(Saved entries)
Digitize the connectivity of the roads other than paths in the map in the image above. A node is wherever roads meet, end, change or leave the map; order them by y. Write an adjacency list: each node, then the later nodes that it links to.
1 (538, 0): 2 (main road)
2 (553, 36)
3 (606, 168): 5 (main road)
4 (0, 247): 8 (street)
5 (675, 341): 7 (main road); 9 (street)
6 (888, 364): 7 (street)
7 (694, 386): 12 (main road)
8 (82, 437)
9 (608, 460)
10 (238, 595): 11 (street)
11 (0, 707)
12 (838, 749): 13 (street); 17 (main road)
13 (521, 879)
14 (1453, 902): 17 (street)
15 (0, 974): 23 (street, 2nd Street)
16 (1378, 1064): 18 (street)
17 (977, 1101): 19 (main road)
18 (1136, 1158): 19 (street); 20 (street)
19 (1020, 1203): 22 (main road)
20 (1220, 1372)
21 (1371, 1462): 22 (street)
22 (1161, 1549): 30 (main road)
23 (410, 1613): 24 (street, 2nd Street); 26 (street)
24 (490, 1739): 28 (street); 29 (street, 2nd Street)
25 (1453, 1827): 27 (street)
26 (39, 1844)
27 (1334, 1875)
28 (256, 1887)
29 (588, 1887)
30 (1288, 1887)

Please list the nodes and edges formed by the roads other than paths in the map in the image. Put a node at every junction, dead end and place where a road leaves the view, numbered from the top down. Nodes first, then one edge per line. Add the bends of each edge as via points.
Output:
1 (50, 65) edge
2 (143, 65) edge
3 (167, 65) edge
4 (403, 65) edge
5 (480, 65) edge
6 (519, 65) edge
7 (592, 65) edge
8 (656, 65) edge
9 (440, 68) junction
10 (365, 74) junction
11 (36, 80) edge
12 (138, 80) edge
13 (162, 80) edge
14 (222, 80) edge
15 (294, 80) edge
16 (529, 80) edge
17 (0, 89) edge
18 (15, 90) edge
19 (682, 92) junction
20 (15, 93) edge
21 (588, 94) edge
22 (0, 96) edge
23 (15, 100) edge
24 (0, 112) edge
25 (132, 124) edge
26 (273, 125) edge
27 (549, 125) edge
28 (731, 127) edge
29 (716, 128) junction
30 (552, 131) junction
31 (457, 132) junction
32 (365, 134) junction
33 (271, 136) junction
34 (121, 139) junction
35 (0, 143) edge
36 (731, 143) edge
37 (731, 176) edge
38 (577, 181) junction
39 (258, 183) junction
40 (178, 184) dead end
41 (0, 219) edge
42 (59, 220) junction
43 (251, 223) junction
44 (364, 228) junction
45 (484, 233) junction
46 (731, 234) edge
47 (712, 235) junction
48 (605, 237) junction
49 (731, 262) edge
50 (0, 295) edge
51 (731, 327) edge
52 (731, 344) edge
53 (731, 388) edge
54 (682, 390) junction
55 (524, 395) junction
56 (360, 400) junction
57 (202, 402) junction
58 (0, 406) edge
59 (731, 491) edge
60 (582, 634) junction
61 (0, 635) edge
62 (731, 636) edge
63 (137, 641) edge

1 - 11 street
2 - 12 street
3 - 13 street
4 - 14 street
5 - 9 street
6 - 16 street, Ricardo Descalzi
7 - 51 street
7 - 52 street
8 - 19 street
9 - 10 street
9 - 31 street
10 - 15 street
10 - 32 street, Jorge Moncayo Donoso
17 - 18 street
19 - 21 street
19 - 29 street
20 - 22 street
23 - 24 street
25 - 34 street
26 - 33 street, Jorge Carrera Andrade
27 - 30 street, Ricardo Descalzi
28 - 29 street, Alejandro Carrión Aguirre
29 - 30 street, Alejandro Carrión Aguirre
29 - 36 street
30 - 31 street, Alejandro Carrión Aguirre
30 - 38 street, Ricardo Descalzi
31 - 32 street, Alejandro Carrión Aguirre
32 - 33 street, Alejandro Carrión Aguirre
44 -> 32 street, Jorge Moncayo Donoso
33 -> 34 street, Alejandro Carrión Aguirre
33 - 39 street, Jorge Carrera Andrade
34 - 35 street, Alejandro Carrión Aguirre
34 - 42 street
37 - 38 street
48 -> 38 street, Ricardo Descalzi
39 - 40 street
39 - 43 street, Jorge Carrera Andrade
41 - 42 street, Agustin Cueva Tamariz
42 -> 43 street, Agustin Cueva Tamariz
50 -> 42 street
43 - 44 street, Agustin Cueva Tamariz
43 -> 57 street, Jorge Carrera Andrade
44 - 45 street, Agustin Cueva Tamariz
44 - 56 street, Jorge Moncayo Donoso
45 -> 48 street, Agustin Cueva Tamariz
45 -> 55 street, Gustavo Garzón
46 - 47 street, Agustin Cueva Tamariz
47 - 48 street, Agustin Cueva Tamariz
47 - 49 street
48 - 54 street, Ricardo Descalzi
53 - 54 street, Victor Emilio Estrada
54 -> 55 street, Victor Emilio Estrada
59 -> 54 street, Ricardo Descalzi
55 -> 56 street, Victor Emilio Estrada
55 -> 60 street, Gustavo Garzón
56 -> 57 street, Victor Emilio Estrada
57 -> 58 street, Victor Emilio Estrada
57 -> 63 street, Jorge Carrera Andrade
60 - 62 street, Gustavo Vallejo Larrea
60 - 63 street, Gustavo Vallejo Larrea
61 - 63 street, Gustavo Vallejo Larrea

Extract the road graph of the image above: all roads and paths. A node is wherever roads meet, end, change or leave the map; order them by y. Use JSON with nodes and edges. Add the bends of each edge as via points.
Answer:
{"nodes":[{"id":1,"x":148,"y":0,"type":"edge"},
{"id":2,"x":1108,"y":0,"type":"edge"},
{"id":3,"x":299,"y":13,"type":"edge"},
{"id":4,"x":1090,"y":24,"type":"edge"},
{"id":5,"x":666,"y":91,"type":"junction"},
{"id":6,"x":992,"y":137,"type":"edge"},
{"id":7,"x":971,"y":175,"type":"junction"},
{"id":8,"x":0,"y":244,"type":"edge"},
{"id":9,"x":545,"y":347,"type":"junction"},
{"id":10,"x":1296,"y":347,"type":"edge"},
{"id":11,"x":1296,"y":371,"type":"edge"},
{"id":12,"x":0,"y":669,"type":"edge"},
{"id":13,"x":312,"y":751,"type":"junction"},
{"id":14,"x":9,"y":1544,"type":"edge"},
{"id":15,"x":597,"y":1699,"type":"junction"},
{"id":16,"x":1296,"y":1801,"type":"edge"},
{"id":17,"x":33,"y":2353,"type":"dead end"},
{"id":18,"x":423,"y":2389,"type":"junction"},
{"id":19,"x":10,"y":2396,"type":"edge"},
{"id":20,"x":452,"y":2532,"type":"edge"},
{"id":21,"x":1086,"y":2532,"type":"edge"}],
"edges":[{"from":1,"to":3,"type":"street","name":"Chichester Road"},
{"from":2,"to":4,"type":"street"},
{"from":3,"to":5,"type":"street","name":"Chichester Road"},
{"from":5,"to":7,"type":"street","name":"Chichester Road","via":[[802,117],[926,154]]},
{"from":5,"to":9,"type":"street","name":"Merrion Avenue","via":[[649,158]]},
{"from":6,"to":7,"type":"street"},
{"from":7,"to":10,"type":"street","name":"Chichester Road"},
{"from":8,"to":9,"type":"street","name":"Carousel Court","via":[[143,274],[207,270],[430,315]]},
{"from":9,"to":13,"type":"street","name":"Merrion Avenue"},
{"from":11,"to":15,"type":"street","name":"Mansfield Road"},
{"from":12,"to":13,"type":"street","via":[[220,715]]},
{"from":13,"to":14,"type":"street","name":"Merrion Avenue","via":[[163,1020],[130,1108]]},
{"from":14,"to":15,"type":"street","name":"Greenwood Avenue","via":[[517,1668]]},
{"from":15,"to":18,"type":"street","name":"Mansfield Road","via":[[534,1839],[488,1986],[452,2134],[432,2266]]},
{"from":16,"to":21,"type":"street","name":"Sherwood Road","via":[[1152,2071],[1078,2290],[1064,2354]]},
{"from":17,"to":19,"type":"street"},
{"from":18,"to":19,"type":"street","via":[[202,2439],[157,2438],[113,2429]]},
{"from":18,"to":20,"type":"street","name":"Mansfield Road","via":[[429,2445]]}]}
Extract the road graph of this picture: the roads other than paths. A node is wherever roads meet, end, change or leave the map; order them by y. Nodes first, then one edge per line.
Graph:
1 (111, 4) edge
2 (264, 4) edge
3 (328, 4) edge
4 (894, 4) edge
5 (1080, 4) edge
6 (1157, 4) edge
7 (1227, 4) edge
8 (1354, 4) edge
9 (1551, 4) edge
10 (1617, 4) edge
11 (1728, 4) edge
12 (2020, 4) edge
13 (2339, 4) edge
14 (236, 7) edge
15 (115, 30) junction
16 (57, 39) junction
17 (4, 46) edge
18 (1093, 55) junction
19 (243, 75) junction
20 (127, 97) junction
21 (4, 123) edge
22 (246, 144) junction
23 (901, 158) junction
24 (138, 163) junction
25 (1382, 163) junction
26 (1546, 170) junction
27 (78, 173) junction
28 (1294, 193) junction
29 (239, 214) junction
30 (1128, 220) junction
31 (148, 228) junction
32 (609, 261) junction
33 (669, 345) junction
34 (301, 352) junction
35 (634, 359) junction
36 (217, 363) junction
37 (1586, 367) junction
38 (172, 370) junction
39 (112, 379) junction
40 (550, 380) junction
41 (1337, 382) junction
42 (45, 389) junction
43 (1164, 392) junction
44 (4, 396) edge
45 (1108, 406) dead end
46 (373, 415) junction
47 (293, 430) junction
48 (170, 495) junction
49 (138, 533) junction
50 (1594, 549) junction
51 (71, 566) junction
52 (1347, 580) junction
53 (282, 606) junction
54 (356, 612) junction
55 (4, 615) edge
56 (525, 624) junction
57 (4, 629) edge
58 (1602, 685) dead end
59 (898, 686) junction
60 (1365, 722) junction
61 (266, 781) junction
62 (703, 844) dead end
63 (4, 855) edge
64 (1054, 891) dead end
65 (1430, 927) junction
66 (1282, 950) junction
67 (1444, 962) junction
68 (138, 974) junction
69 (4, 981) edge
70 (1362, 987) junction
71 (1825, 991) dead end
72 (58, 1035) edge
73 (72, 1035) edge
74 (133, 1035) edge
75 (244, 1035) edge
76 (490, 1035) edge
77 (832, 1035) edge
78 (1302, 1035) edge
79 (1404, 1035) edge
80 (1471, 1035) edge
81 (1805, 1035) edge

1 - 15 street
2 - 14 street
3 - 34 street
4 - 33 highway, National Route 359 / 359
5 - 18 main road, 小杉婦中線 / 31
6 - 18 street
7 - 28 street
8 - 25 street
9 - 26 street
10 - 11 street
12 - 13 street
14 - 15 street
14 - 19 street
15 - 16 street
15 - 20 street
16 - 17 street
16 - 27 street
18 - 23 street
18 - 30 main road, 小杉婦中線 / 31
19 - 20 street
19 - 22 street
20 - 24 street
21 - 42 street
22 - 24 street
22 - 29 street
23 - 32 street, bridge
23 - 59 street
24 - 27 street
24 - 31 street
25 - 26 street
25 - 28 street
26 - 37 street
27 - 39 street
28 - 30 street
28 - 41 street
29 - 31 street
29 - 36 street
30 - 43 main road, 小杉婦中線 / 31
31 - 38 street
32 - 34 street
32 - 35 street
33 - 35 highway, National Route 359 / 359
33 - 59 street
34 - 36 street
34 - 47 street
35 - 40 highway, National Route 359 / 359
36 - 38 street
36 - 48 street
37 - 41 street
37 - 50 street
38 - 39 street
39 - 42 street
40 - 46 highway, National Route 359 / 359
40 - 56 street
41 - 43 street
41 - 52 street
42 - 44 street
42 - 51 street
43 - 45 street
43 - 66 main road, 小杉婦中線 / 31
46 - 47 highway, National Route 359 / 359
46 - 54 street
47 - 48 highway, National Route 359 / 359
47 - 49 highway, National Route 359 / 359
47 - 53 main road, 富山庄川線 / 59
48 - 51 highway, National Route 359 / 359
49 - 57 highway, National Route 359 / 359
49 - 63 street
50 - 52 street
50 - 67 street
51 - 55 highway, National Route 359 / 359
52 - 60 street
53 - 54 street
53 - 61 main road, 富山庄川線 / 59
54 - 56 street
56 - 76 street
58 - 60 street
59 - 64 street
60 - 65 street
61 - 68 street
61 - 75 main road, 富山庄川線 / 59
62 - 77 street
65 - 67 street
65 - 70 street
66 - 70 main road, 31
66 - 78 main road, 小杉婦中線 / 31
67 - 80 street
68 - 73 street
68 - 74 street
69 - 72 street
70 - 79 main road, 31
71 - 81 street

ACTIVITY: Output the number of lines in the records above that contain the string "Agustin", and no other text.

ANSWER SECTION: 7